To: "Deucher, Alexander" <Alexander.Deucher@xxxxxxx>
Subject: Re: [PATCH] Revert "drm/amdgpu: use the BAR if possible in amdgpu_device_vram_access v2"
From: "Koenig, Christian" <Christian.Koenig@xxxxxxx>
Date: Tue, 14 Apr 2020 14:46:48 +0000
Accept-language: de-DE, en-US
Cc: "Kuehling, Felix" <Felix.Kuehling@xxxxxxx>, "Kim, Jonathan" <Jonathan.Kim@xxxxxxx>, "Russell, Kent" <Kent.Russell@xxxxxxx>, "amd-gfx@xxxxxxxxxxxxxxxxxxxxx" <amd-gfx@xxxxxxxxxxxxxxxxxxxxx>
In-reply-to: <MN2PR12MB4488C1D9BF9C0A693860B1C1F7DA0@MN2PR12MB4488.namprd12.prod.outlook.com>
References: <20200413182026.2561-1-kent.russell@amd.com> <85fcb568-b0d8-b6c9-4e62-3866aa2da0c9@gmail.com>, <DM6PR12MB3721FDB775B65C22B91D564585DA0@DM6PR12MB3721.namprd12.prod.outlook.com>, <MN2PR12MB4488C1D9BF9C0A693860B1C1F7DA0@MN2PR12MB4488.namprd12.prod.outlook.com>

That's exactly my concern as well.

This looks a bit like the test creates erroneous data somehow, but there doesn't seems to be a RAS check in the MM data path.

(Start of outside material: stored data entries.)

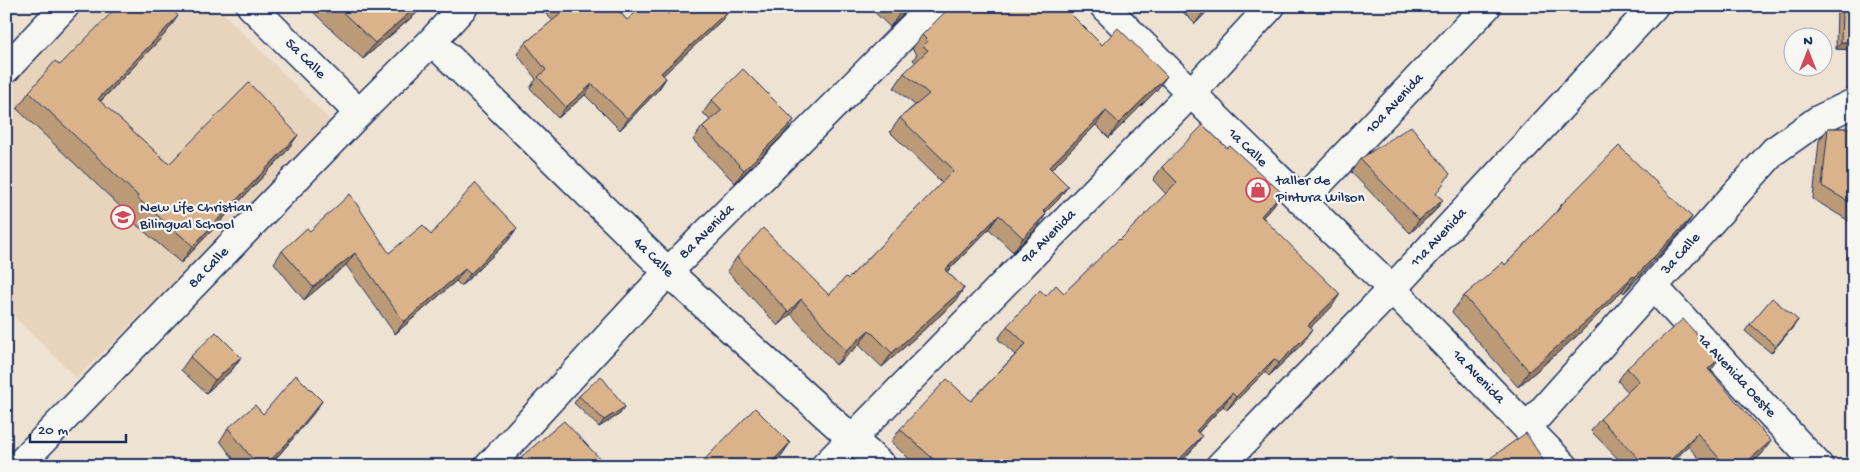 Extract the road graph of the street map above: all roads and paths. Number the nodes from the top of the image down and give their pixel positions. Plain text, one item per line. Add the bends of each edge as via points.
1 (65, 6) edge
2 (251, 6) edge
3 (464, 6) edge
4 (933, 6) edge
5 (1104, 6) edge
6 (1271, 6) edge
7 (1487, 6) edge
8 (1654, 6) edge
9 (432, 41) junction
10 (6, 69) edge
11 (1191, 94) junction
12 (1854, 104) edge
13 (359, 113) junction
14 (1302, 201) junction
15 (668, 272) junction
16 (1653, 286) junction
17 (1392, 289) junction
18 (1527, 428) junction
19 (852, 438) junction
20 (18, 466) edge
21 (489, 466) edge
22 (825, 466) edge
23 (882, 466) edge
24 (1220, 466) edge
25 (1564, 466) edge
26 (1819, 466) edge

1 - 10 street
2 - 13 street, 5a Calle
3 - 9 street, 8a Calle
4 - 15 street, 8a Avenida
5 - 11 street, 1a Calle
6 - 11 street, 9a Avenida
7 - 14 street, 10a Avenida
8 - 17 street, 11a Avenida
9 - 13 street, 8a Calle
9 - 15 street, 4a Calle
11 - 14 street, 1a Calle
11 - 19 street, 9a Avenida
12 - 16 street, 3a Calle via 1818,120 1774,151
13 - 20 street, 8a Calle
14 - 17 street, 1a Calle
15 - 19 street, 4a Calle
15 - 21 street, 8a Avenida
16 - 18 street, 3a Calle
16 - 26 street, 1a Avenida Oeste
17 - 18 street, 1a Avenida
17 - 24 street, 11a Avenida
18 - 25 street, 1a Avenida
19 - 22 street, 9a Avenida
19 - 23 street, 4a Calle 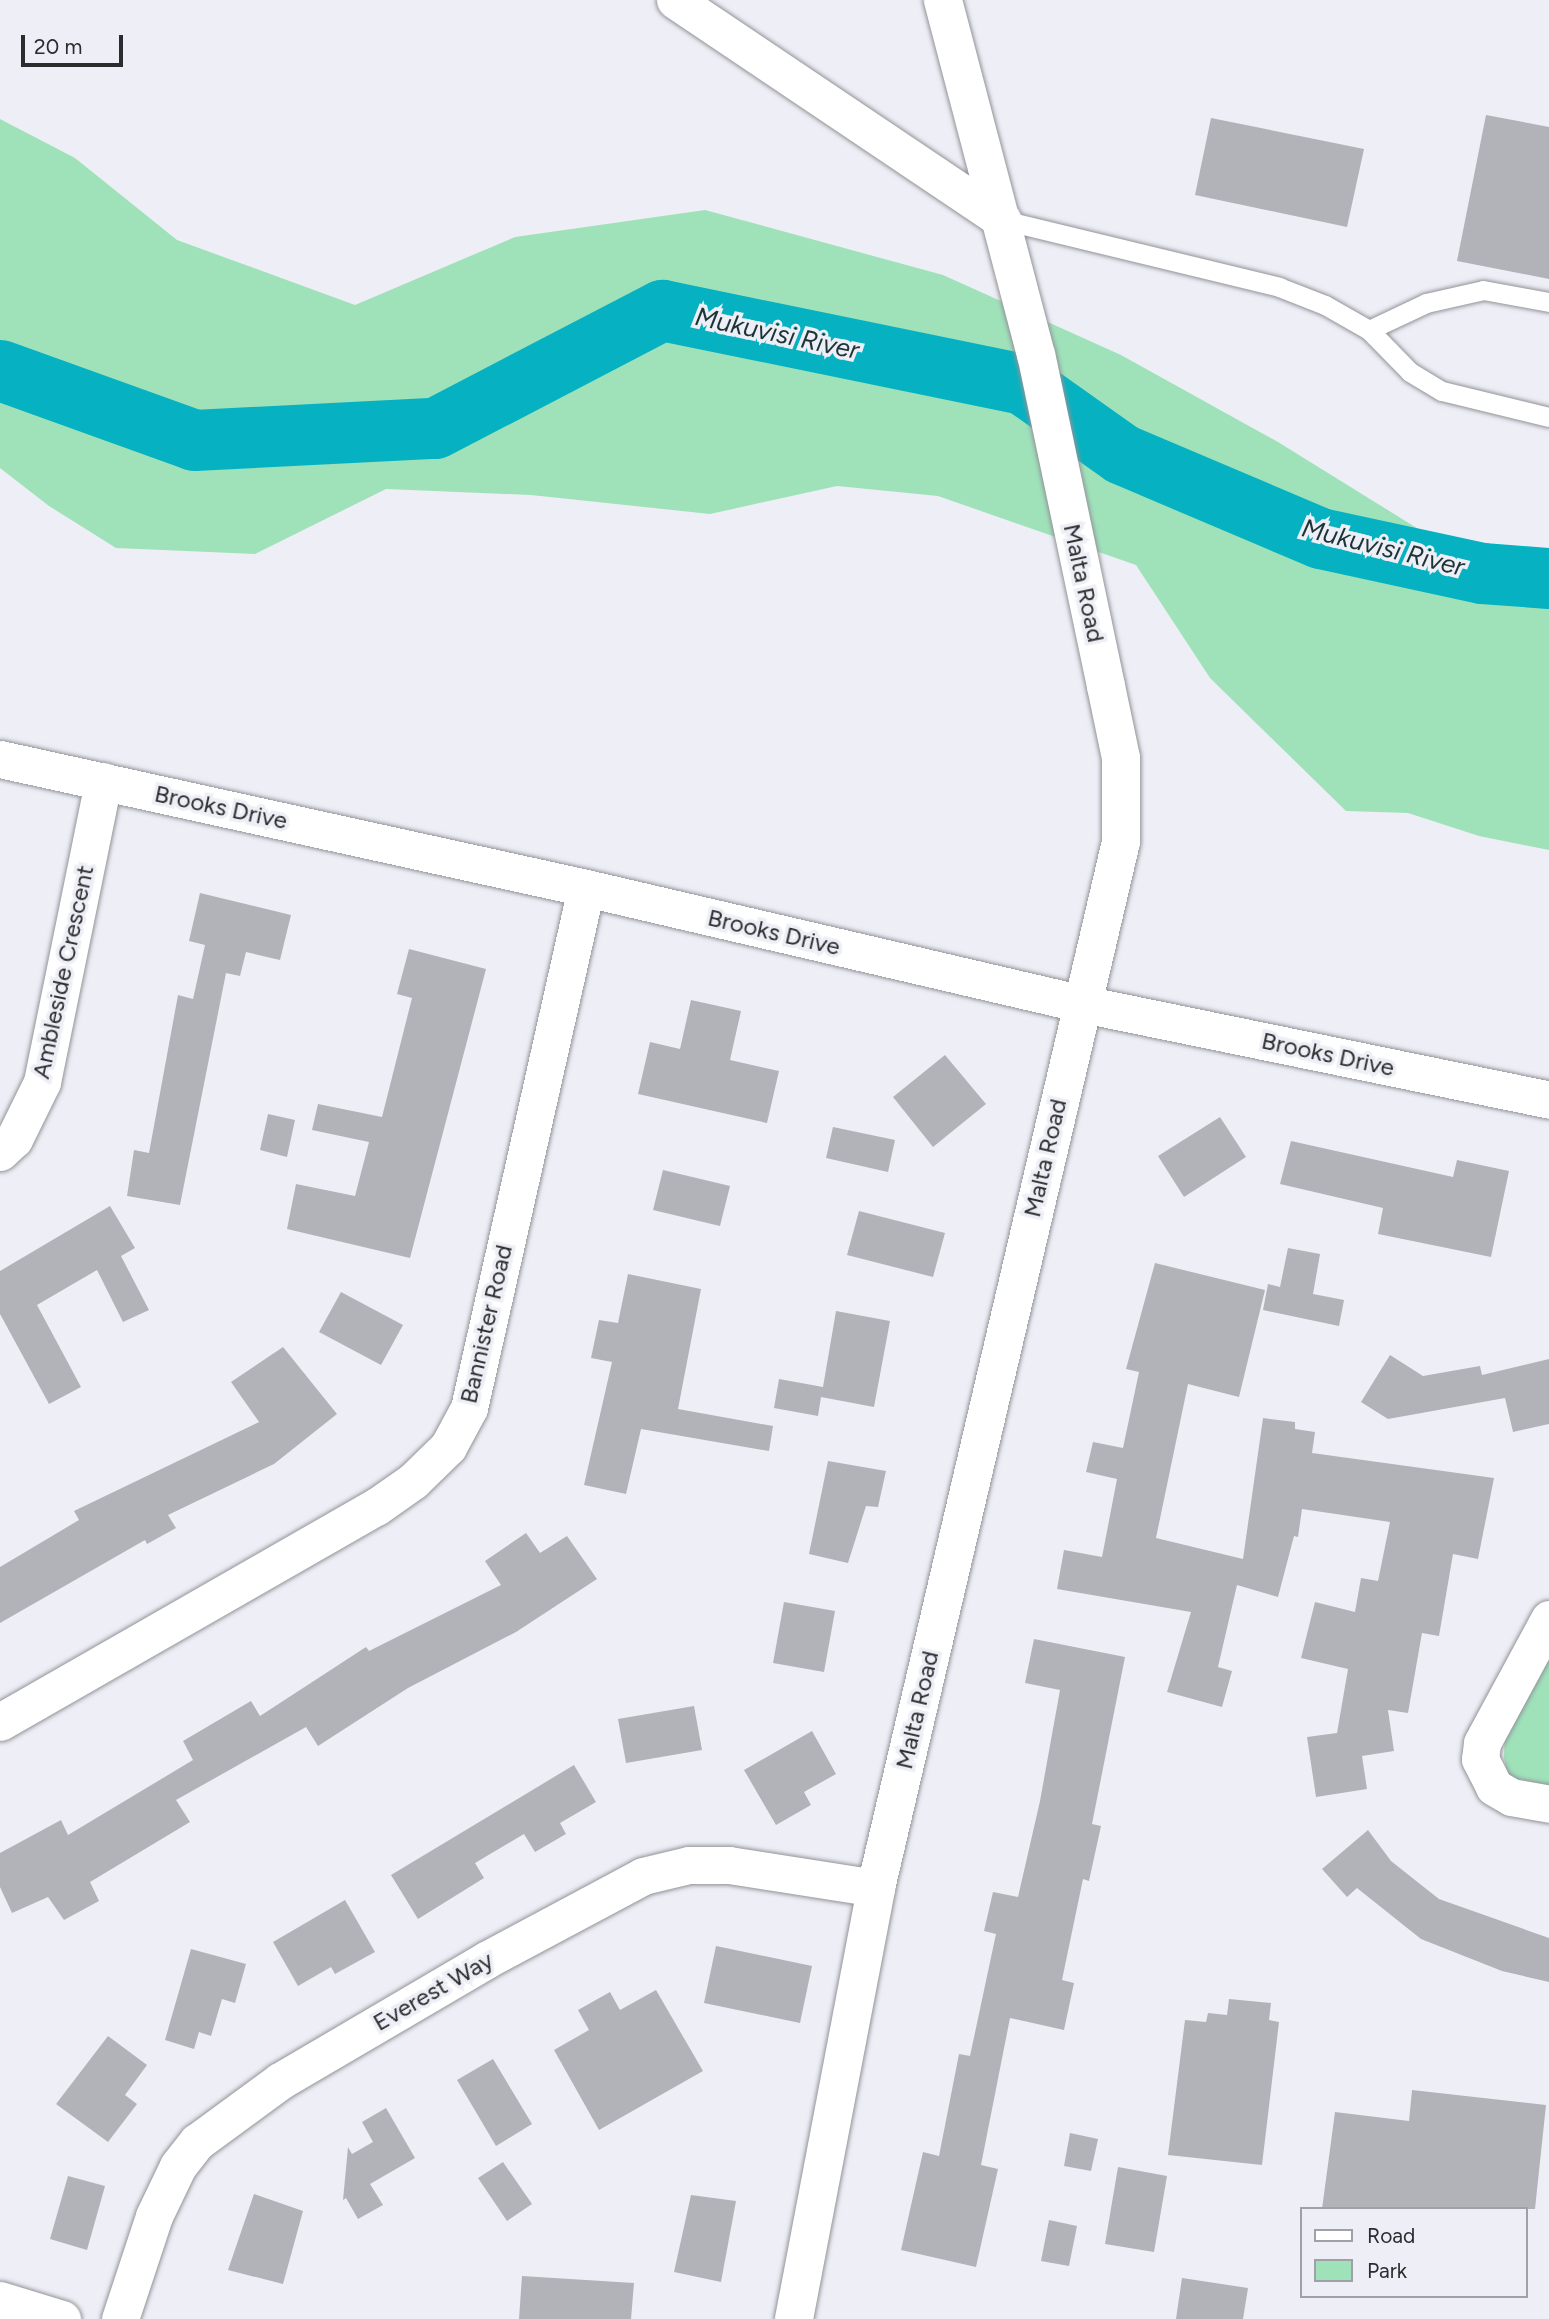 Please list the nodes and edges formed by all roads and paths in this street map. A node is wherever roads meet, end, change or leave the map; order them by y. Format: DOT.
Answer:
graph roads {
  1 [pos="675,0"];
  2 [pos="943,0"];
  3 [pos="1003,220"];
  4 [pos="1549,302"];
  5 [pos="1369,330"];
  6 [pos="1549,417"];
  7 [pos="0,759"];
  8 [pos="103,781"];
  9 [pos="586,888"];
  10 [pos="1083,1004"];
  11 [pos="1549,1100"];
  12 [pos="0,1152"];
  13 [pos="1549,1619"];
  14 [pos="0,1722"];
  15 [pos="1549,1804"];
  16 [pos="876,1888"];
  17 [pos="0,2300"];
  18 [pos="62,2319"];
  19 [pos="120,2319"];
  20 [pos="794,2319"];
  1 -- 3 [label="street"];
  2 -- 3 [label="street, Malta Road"];
  3 -- 5 [label="lane"];
  3 -- 10 [label="street, Malta Road"];
  4 -- 5 [label="lane"];
  5 -- 6 [label="lane"];
  7 -- 8 [label="street, Brooks Drive"];
  8 -- 9 [label="street, Brooks Drive"];
  8 -- 12 [label="street, Ambleside Crescent"];
  9 -- 10 [label="street, Brooks Drive"];
  9 -- 14 [label="street, Bannister Road"];
  10 -- 11 [label="street, Brooks Drive"];
  10 -- 16 [label="street, Malta Road"];
  13 -- 15 [label="street"];
  16 -- 19 [label="street, Everest Way"];
  16 -- 20 [label="street, Malta Road"];
  17 -- 18 [label="street"];
} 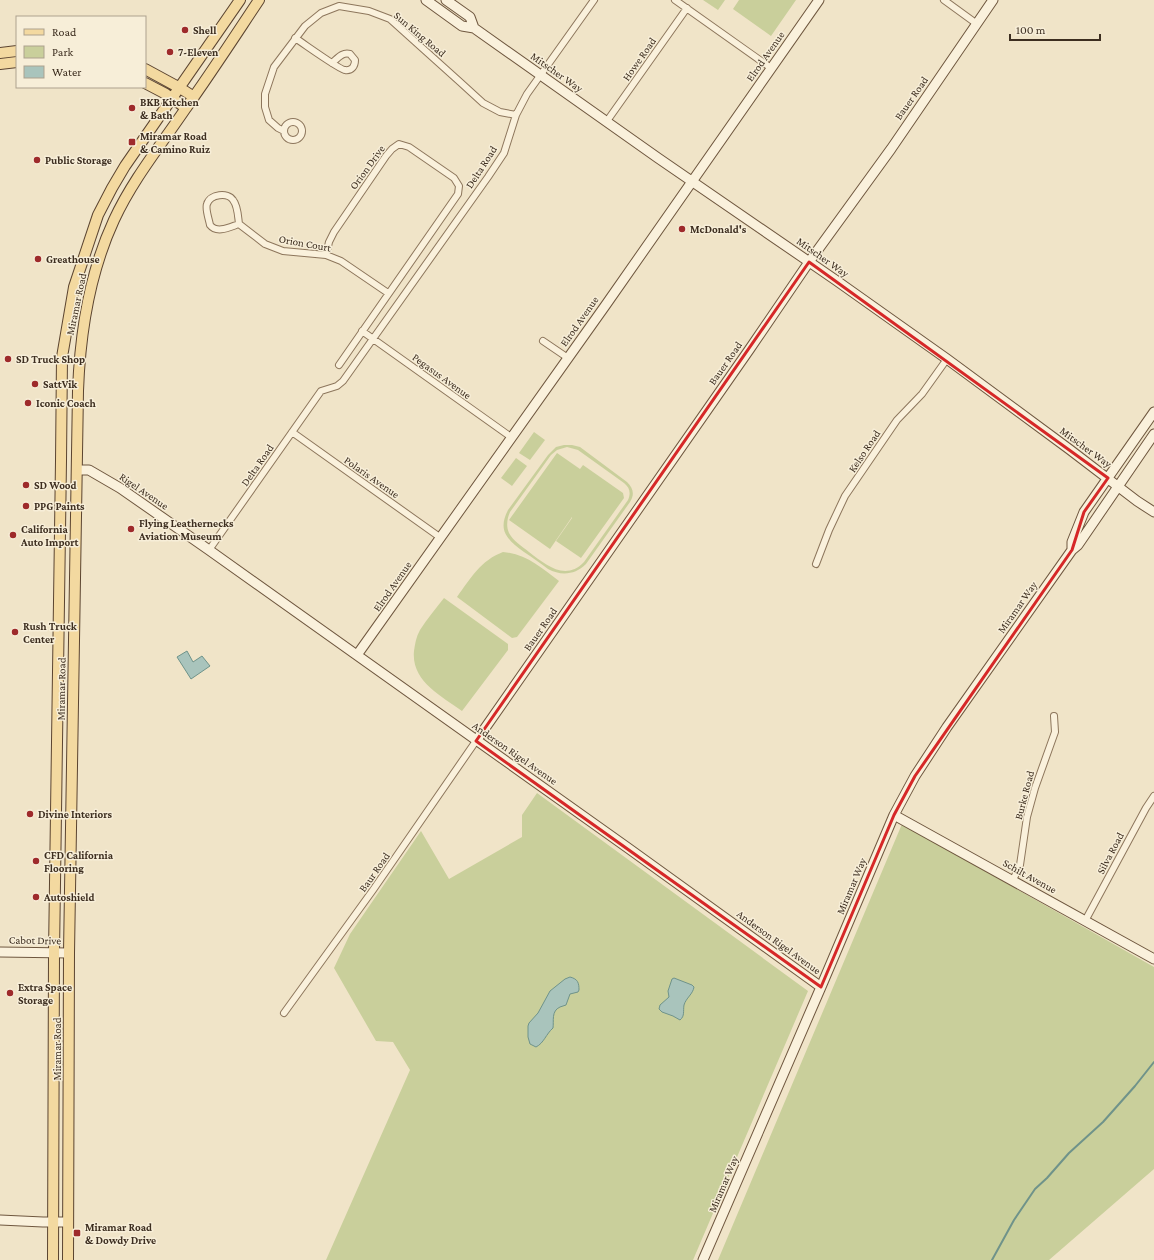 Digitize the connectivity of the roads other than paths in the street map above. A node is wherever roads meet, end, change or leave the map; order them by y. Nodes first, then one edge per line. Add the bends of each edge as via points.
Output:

And now that we use the BAR path it goes up in flames.

I just don't see how we can create erroneous data in a test case?

Christian.

Am 14.04.2020 16:35 schrieb "Deucher, Alexander" <Alexander.Deucher@xxxxxxx>:

[AMD Public Use]

If this causes an issue, any access to vram via the BAR could cause an issue.

Alex

From: amd-gfx <amd-gfx-bounces@xxxxxxxxxxxxxxxxxxxxx> on behalf of Russell, Kent <Kent.Russell@xxxxxxx>
Sent: Tuesday, April 14, 2020 10:19 AM
To: Koenig, Christian <Christian.Koenig@xxxxxxx>; amd-gfx@xxxxxxxxxxxxxxxxxxxxx <amd-gfx@xxxxxxxxxxxxxxxxxxxxx>
Cc: Kuehling, Felix <Felix.Kuehling@xxxxxxx>; Kim, Jonathan <Jonathan.Kim@xxxxxxx>
Subject: RE: [PATCH] Revert "drm/amdgpu: use the BAR if possible in amdgpu_device_vram_access v2"

[AMD Official Use Only - Internal Distribution Only]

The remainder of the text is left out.